ASSIGNMENT =
Every line containing the word "Oberlin" must be pulled from the records.

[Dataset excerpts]
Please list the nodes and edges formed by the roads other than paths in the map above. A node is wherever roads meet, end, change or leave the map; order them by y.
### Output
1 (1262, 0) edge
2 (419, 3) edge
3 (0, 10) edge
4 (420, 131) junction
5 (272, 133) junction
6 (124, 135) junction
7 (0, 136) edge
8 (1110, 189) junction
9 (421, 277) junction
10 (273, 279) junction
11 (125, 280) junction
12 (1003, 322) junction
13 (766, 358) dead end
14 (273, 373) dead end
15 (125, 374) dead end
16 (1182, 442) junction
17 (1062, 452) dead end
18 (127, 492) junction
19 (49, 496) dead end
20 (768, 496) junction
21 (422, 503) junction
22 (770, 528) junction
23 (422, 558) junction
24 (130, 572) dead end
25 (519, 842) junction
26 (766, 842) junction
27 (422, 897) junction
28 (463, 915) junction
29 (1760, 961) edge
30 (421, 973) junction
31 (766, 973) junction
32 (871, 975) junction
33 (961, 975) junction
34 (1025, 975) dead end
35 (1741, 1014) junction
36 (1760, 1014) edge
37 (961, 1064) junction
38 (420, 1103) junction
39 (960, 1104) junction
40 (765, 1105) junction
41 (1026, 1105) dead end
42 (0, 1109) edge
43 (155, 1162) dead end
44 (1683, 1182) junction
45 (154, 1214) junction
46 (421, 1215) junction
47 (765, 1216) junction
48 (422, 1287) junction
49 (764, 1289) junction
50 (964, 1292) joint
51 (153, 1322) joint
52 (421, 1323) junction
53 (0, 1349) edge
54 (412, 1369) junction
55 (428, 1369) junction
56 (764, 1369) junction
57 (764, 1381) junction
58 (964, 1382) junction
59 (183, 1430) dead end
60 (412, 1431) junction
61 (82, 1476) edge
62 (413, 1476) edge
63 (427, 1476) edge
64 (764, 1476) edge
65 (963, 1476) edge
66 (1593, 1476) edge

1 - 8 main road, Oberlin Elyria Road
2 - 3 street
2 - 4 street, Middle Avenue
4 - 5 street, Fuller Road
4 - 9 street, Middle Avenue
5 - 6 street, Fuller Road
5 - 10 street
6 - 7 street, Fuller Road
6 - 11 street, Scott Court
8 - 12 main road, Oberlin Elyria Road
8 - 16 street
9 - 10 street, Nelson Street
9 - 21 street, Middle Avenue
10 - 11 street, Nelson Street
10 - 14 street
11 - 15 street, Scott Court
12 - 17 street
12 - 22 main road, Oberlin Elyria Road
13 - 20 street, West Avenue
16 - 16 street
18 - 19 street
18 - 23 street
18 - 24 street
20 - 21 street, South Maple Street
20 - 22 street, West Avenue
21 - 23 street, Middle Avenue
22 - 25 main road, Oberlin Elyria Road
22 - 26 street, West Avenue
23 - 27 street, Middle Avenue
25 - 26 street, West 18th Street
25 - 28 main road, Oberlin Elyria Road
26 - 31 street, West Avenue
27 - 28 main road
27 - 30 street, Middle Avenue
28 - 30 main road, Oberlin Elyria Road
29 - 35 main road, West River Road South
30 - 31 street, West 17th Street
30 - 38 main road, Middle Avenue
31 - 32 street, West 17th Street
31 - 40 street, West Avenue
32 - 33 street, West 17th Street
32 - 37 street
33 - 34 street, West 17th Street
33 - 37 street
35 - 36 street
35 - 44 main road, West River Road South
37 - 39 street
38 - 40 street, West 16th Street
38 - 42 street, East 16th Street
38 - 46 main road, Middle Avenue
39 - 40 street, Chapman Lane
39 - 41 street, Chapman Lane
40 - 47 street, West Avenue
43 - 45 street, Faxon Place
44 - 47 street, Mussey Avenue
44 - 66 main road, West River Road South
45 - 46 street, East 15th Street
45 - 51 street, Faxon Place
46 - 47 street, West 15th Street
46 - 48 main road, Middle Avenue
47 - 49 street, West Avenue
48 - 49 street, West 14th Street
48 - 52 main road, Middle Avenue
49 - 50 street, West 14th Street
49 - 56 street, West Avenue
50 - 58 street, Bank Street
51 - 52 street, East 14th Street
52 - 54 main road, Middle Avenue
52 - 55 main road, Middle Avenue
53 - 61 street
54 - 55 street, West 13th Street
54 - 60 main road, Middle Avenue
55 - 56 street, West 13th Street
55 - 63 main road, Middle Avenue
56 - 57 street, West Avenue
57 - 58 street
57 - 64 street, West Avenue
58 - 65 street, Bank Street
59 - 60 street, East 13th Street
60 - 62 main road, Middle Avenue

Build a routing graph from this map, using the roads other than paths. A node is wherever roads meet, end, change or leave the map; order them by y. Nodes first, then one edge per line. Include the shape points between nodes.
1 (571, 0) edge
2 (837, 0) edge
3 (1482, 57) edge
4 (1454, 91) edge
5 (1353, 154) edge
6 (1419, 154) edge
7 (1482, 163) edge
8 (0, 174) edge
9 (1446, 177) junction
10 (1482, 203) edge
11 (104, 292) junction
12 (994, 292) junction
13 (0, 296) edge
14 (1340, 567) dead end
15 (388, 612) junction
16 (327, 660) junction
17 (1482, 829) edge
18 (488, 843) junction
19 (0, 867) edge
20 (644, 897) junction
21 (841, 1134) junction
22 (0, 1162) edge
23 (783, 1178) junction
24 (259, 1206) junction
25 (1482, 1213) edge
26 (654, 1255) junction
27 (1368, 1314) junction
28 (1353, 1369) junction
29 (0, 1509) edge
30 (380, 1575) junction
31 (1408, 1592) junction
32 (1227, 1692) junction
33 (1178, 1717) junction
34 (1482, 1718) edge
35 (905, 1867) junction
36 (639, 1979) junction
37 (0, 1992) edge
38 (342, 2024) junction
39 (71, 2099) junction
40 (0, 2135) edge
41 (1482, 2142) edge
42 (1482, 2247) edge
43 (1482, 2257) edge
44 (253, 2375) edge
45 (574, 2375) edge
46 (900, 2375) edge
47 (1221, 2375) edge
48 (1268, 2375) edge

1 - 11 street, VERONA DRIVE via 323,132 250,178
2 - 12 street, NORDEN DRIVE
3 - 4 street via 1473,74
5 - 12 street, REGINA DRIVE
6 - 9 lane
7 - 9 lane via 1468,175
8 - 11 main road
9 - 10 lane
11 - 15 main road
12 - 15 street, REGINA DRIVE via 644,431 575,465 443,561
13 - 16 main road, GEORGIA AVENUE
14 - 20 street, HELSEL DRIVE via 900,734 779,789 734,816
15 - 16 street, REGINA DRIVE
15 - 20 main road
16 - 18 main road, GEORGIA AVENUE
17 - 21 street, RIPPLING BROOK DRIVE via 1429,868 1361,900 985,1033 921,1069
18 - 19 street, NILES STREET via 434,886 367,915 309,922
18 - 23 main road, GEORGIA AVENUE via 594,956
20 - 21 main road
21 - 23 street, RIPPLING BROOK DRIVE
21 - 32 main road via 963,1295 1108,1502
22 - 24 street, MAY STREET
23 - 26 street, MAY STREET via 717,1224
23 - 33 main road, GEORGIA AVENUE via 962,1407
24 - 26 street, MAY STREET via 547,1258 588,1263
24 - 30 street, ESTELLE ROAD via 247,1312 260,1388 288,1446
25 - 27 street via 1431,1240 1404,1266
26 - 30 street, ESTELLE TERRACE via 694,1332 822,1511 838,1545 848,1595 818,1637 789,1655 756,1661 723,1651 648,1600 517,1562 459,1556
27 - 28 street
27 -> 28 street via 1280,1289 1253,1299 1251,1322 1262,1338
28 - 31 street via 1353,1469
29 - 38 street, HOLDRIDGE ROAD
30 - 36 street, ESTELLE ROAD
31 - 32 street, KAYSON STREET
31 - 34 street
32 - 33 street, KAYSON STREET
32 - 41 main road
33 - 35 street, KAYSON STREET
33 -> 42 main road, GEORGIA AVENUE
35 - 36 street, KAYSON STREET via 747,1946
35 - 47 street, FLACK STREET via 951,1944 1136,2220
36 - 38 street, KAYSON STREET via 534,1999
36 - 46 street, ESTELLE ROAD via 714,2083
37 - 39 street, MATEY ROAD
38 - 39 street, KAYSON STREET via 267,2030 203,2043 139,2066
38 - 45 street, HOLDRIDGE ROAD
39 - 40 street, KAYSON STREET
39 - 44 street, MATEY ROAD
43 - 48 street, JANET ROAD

ANSWER SECTION =
1 - 8 main road, Oberlin Elyria Road
8 - 12 main road, Oberlin Elyria Road
12 - 22 main road, Oberlin Elyria Road
22 - 25 main road, Oberlin Elyria Road
25 - 28 main road, Oberlin Elyria Road
28 - 30 main road, Oberlin Elyria Road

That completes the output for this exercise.